Task instructions
Could you please reproduce all the records below exactly, leaving out the images?

Dataset entries
::::::::

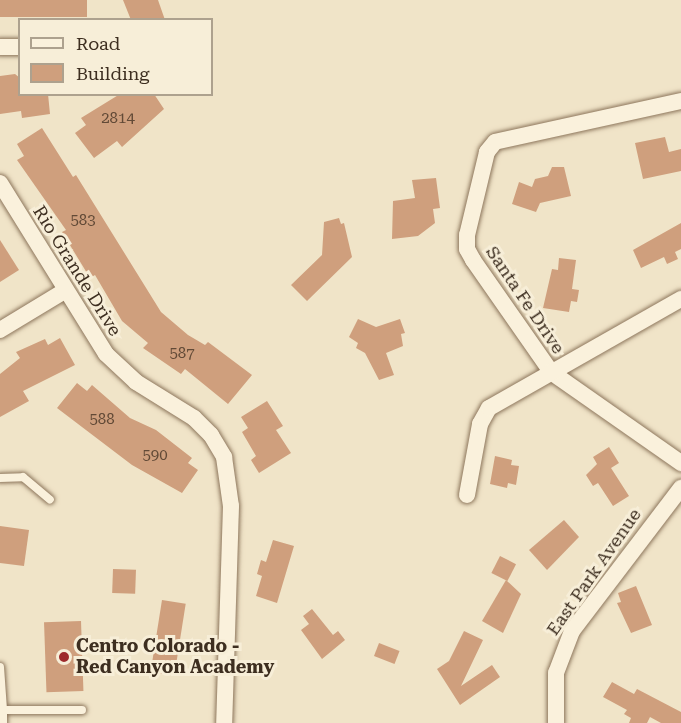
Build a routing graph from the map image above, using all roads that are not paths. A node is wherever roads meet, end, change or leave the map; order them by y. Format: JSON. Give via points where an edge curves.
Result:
{"nodes":[{"id":1,"x":18,"y":47,"type":"edge"},
{"id":2,"x":0,"y":48,"type":"edge"},
{"id":3,"x":681,"y":101,"type":"edge"},
{"id":4,"x":0,"y":183,"type":"edge"},
{"id":5,"x":66,"y":290,"type":"junction"},
{"id":6,"x":681,"y":298,"type":"edge"},
{"id":7,"x":0,"y":330,"type":"edge"},
{"id":8,"x":551,"y":372,"type":"junction"},
{"id":9,"x":681,"y":463,"type":"edge"},
{"id":10,"x":0,"y":478,"type":"edge"},
{"id":11,"x":681,"y":488,"type":"edge"},
{"id":12,"x":467,"y":495,"type":"dead end"},
{"id":13,"x":50,"y":500,"type":"dead end"},
{"id":14,"x":0,"y":666,"type":"edge"},
{"id":15,"x":2,"y":710,"type":"edge"},
{"id":16,"x":82,"y":710,"type":"dead end"},
{"id":17,"x":3,"y":723,"type":"edge"},
{"id":18,"x":224,"y":723,"type":"edge"},
{"id":19,"x":556,"y":723,"type":"edge"}],
"edges":[{"from":1,"to":2,"type":"street"},
{"from":3,"to":8,"type":"street","name":"Santa Fe Drive","via":[[514,135],[495,142],[487,152],[467,249]]},
{"from":4,"to":5,"type":"street","name":"Rio Grande Drive"},
{"from":5,"to":7,"type":"street"},
{"from":5,"to":18,"type":"street","name":"Rio Grande Drive","via":[[106,354],[136,382],[194,418],[211,435],[224,457],[231,506]]},
{"from":6,"to":8,"type":"street"},
{"from":8,"to":9,"type":"street","name":"Santa Fe Drive"},
{"from":8,"to":12,"type":"street","via":[[489,408],[480,424]]},
{"from":10,"to":13,"type":"lane","via":[[23,477]]},
{"from":11,"to":19,"type":"street","name":"East Park Avenue","via":[[567,640],[556,673]]},
{"from":14,"to":15,"type":"lane"},
{"from":15,"to":16,"type":"lane"},
{"from":15,"to":17,"type":"lane"}]}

::::::::

Answer space
Build a routing graph from the map image above, using all roads that are not paths. A node is wherever roads meet, end, change or leave the map; order them by y. Format: JSON. Give via points where an edge curves.
Result:
{"nodes":[{"id":1,"x":18,"y":47,"type":"edge"},
{"id":2,"x":0,"y":48,"type":"edge"},
{"id":3,"x":681,"y":101,"type":"edge"},
{"id":4,"x":0,"y":183,"type":"edge"},
{"id":5,"x":66,"y":290,"type":"junction"},
{"id":6,"x":681,"y":298,"type":"edge"},
{"id":7,"x":0,"y":330,"type":"edge"},
{"id":8,"x":551,"y":372,"type":"junction"},
{"id":9,"x":681,"y":463,"type":"edge"},
{"id":10,"x":0,"y":478,"type":"edge"},
{"id":11,"x":681,"y":488,"type":"edge"},
{"id":12,"x":467,"y":495,"type":"dead end"},
{"id":13,"x":50,"y":500,"type":"dead end"},
{"id":14,"x":0,"y":666,"type":"edge"},
{"id":15,"x":2,"y":710,"type":"edge"},
{"id":16,"x":82,"y":710,"type":"dead end"},
{"id":17,"x":3,"y":723,"type":"edge"},
{"id":18,"x":224,"y":723,"type":"edge"},
{"id":19,"x":556,"y":723,"type":"edge"}],
"edges":[{"from":1,"to":2,"type":"street"},
{"from":3,"to":8,"type":"street","name":"Santa Fe Drive","via":[[514,135],[495,142],[487,152],[467,249]]},
{"from":4,"to":5,"type":"street","name":"Rio Grande Drive"},
{"from":5,"to":7,"type":"street"},
{"from":5,"to":18,"type":"street","name":"Rio Grande Drive","via":[[106,354],[136,382],[194,418],[211,435],[224,457],[231,506]]},
{"from":6,"to":8,"type":"street"},
{"from":8,"to":9,"type":"street","name":"Santa Fe Drive"},
{"from":8,"to":12,"type":"street","via":[[489,408],[480,424]]},
{"from":10,"to":13,"type":"lane","via":[[23,477]]},
{"from":11,"to":19,"type":"street","name":"East Park Avenue","via":[[567,640],[556,673]]},
{"from":14,"to":15,"type":"lane"},
{"from":15,"to":16,"type":"lane"},
{"from":15,"to":17,"type":"lane"}]}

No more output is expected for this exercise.